> **Task details**: Scan the records below. List lines holding "between".
* * *
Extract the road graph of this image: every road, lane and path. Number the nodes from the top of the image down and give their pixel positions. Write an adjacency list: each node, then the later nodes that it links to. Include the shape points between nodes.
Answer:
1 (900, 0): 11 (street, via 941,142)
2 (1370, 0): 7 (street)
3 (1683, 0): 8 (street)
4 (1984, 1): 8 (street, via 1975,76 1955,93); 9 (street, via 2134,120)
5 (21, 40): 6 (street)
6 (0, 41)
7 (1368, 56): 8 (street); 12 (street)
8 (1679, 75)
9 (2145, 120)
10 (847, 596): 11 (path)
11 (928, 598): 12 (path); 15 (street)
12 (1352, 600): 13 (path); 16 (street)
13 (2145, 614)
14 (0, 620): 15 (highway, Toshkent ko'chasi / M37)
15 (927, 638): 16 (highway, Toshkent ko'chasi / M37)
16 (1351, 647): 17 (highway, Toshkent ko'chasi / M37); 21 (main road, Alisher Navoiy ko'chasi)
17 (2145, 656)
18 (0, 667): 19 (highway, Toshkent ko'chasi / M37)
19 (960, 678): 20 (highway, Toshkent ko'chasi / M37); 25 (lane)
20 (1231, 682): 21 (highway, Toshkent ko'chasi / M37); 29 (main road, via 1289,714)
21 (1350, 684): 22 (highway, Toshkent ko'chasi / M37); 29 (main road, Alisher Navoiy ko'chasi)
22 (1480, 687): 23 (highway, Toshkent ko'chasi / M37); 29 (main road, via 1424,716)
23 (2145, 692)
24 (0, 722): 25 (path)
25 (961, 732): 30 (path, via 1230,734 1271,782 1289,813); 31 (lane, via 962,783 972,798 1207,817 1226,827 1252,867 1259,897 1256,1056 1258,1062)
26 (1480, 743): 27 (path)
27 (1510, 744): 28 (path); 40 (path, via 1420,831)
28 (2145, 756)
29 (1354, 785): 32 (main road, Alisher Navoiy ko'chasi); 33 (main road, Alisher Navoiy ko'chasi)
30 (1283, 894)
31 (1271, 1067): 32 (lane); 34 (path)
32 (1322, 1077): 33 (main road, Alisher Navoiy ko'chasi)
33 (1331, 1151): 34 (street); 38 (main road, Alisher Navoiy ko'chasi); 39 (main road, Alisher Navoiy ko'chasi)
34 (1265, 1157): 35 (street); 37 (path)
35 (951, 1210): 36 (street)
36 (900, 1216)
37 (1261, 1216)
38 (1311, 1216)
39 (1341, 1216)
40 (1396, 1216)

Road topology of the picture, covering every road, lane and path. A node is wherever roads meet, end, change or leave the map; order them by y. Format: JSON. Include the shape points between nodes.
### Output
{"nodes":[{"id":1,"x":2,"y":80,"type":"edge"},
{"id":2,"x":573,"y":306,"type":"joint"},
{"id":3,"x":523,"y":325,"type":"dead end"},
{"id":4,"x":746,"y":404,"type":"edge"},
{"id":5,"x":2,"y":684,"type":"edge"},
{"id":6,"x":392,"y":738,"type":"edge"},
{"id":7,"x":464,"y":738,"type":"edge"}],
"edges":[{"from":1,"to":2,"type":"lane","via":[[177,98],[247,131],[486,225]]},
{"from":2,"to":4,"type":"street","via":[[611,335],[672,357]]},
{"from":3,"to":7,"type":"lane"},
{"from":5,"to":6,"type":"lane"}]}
* * *
> **Answer section**:
Extract the road graph of this image: every road, lane and path. Number the nodes from the top of the image down and give their pixel positions. Write an adjacency list: each node, then the later nodes that it links to. Include the shape points between nodes.
Road topology of the picture, covering every road, lane and path. A node is wherever roads meet, end, change or leave the map; order them by y. Format: JSON. Include the shape points between nodes.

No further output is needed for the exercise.